How to complete this task:
Among the entries that follow, find every line with the word "Right" and list it.

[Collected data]
+++
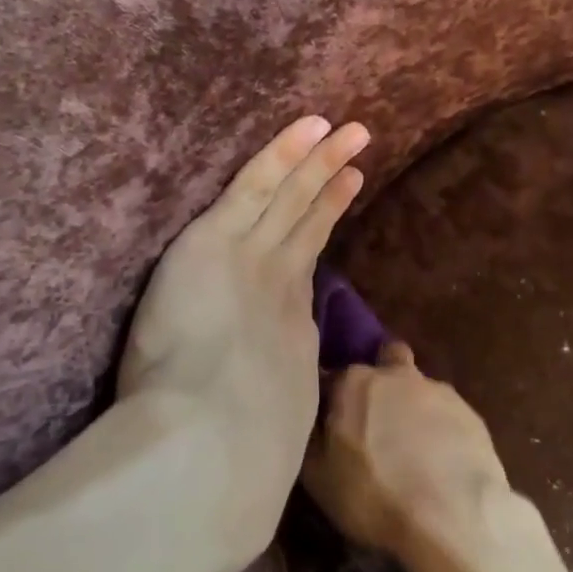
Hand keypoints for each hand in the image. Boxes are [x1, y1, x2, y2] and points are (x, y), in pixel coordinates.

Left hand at [118, 116, 369, 539]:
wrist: (211, 443)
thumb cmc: (231, 445)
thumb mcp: (273, 414)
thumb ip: (283, 386)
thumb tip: (292, 382)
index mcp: (285, 318)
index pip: (304, 252)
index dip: (324, 216)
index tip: (344, 189)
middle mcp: (276, 278)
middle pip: (307, 217)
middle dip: (334, 180)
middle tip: (361, 146)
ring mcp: (251, 256)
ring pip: (289, 195)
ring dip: (319, 159)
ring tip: (348, 129)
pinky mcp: (217, 241)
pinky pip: (255, 185)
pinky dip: (281, 154)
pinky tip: (307, 127)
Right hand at [302, 342, 512, 557]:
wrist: (452, 518)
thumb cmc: (372, 495)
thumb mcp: (318, 476)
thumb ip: (311, 435)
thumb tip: (311, 417)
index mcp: (355, 382)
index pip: (334, 376)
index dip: (332, 398)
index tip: (333, 422)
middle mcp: (397, 375)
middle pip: (386, 361)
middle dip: (381, 382)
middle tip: (376, 421)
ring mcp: (439, 391)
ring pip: (419, 389)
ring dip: (413, 408)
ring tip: (412, 452)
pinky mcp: (471, 414)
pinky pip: (447, 416)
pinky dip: (441, 431)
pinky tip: (441, 464)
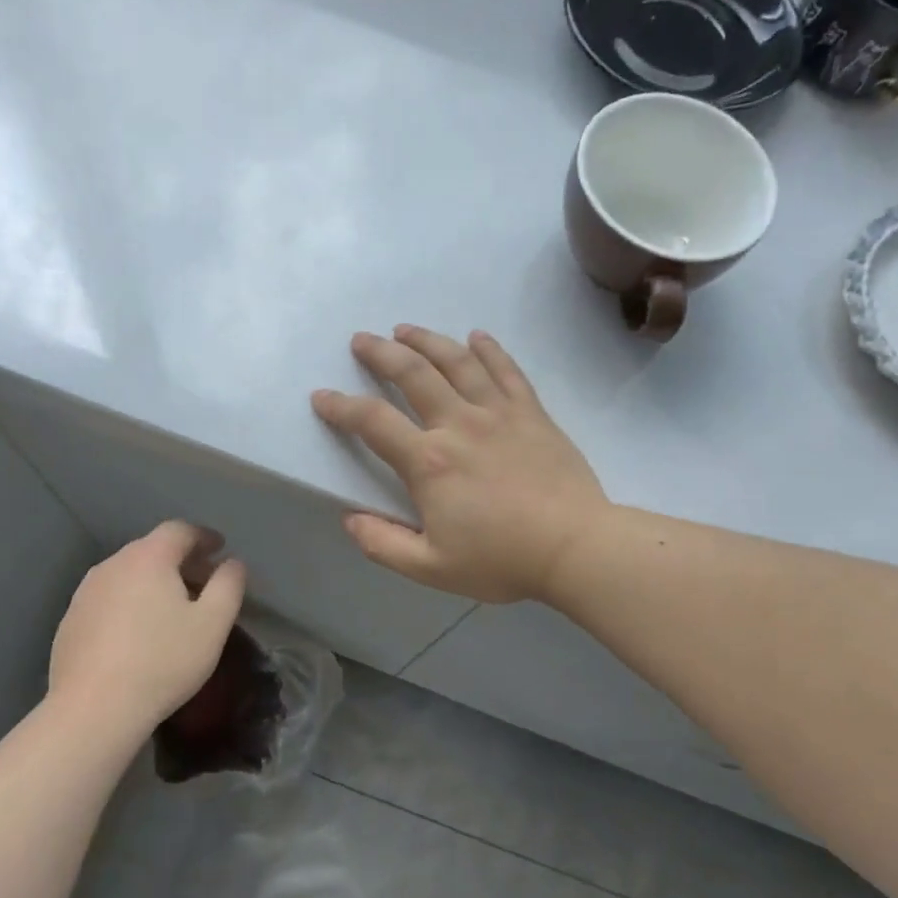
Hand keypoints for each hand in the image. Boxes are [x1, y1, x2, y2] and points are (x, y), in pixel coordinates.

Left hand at [47, 521, 246, 731]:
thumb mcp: (213, 624)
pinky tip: (139, 633)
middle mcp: (113, 565)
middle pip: (152, 549)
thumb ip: (229, 585)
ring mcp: (86, 593)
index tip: (221, 549)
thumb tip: (232, 563)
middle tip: (204, 582)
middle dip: (182, 560)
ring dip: (154, 582)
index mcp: (148, 558)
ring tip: (173, 609)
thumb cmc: (163, 661)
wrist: (94, 709)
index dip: (204, 536)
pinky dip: (130, 603)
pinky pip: (109, 598)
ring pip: (128, 574)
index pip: (180, 530)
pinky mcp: (71, 621)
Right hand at [312, 327, 609, 602]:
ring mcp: (499, 413)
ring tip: (405, 329)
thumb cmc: (501, 559)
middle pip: (413, 374)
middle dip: (381, 353)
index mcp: (429, 462)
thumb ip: (383, 544)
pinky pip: (507, 371)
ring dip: (427, 340)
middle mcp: (459, 424)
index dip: (341, 407)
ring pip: (457, 362)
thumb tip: (349, 520)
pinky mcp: (531, 413)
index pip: (373, 422)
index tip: (322, 396)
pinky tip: (476, 336)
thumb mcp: (431, 568)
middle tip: (361, 340)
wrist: (575, 547)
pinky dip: (489, 349)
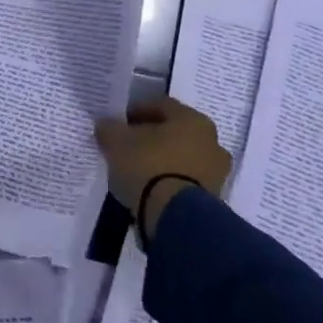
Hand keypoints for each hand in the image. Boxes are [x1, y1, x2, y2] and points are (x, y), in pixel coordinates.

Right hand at [93, 98, 231, 235]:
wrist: (174, 216)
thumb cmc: (147, 166)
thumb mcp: (116, 142)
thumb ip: (109, 128)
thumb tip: (106, 124)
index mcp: (193, 120)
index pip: (161, 106)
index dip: (136, 111)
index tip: (117, 122)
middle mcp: (212, 141)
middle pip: (175, 132)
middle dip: (151, 136)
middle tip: (127, 145)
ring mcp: (216, 172)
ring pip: (182, 157)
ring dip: (162, 160)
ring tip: (136, 170)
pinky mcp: (213, 198)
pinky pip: (185, 180)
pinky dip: (169, 180)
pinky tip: (149, 188)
+++
Answer box:
Right hand at [302, 342, 512, 557]:
Right hand at [312, 327, 609, 602]:
Right hand at [93, 98, 231, 235]:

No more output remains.